- TASK BRIEF
Copy each line of the records exactly, stopping only after the line that contains "index pip: (810, 803)" has been written, and leave pictures out.

- THE INPUT
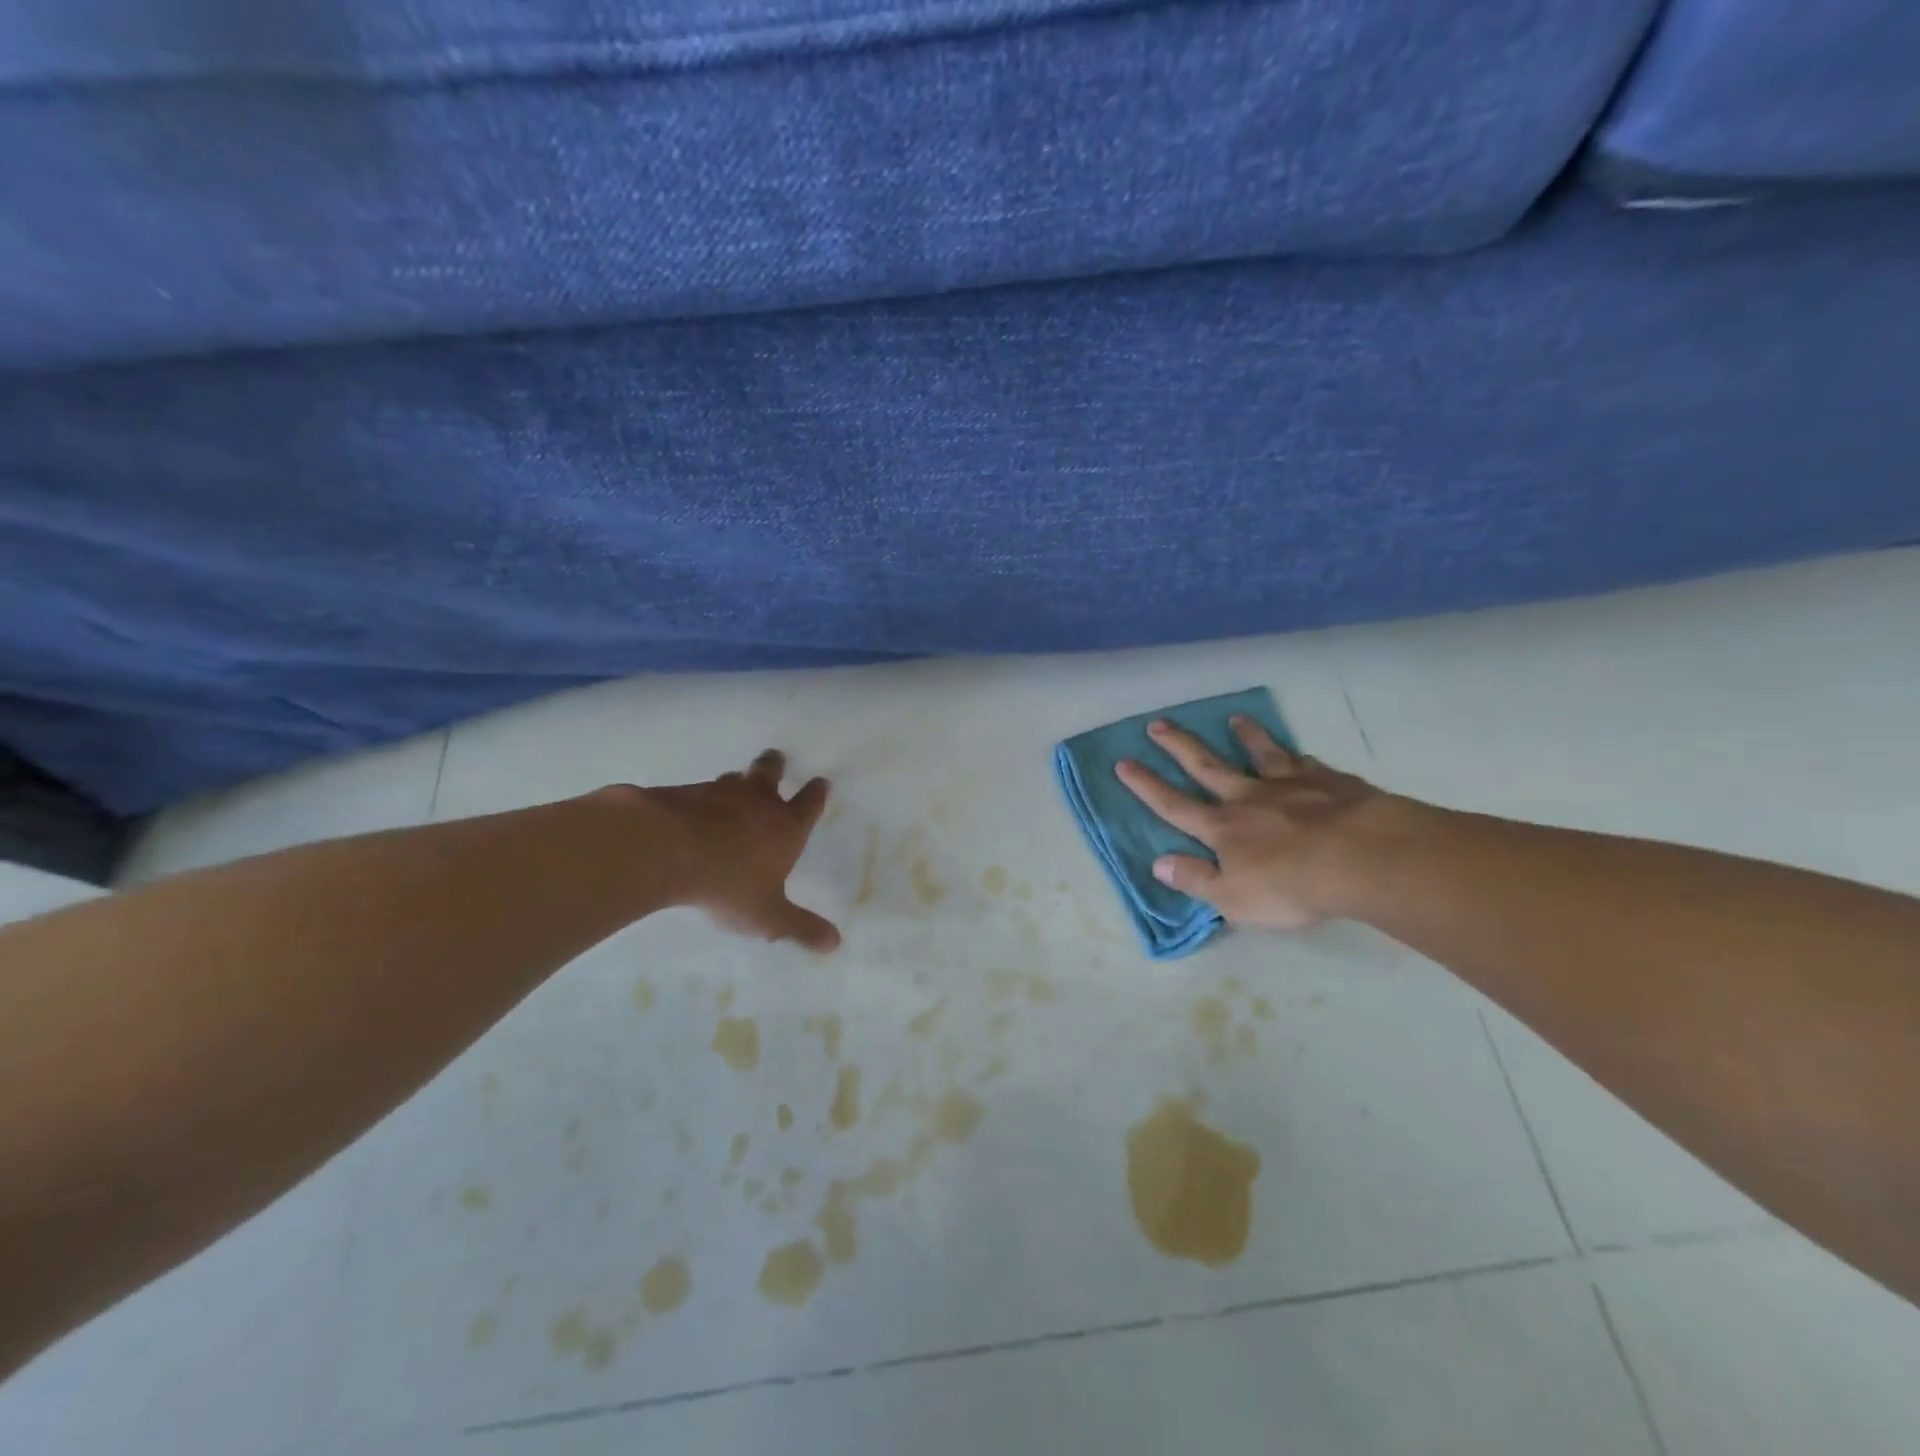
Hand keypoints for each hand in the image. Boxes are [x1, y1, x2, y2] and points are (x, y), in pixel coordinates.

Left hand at [607, 750, 840, 950]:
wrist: (665, 850)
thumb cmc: (728, 883)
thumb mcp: (767, 916)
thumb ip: (800, 928)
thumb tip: (835, 944)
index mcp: (786, 826)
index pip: (810, 803)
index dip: (817, 792)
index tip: (822, 781)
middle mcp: (757, 801)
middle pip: (771, 771)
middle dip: (776, 765)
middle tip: (776, 760)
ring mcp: (719, 793)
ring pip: (734, 779)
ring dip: (737, 781)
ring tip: (734, 785)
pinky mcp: (683, 793)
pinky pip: (698, 791)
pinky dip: (701, 798)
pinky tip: (692, 809)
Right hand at [1116, 717, 1393, 930]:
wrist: (1362, 857)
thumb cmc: (1292, 886)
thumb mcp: (1233, 899)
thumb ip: (1195, 879)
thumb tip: (1159, 863)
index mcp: (1222, 828)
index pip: (1174, 805)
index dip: (1146, 785)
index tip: (1124, 762)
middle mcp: (1249, 798)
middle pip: (1207, 766)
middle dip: (1179, 746)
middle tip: (1158, 724)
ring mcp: (1290, 785)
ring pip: (1261, 755)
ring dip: (1245, 737)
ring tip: (1235, 720)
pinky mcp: (1329, 782)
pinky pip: (1307, 765)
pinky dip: (1298, 758)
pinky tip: (1300, 754)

- RESPONSE FOR THIS EXERCISE
Hand keypoints for each hand in the image. Boxes are [x1, y1, x2, y2] and points are (x, y), in pixel coordinates.

Left hand at [607, 750, 840, 950]:
wrist: (665, 850)
thumb cmc: (728, 883)
thumb mcp: (767, 916)
thumb ip: (800, 928)
thumb tip: (835, 944)
index mcp: (786, 826)
index pip: (810, 803)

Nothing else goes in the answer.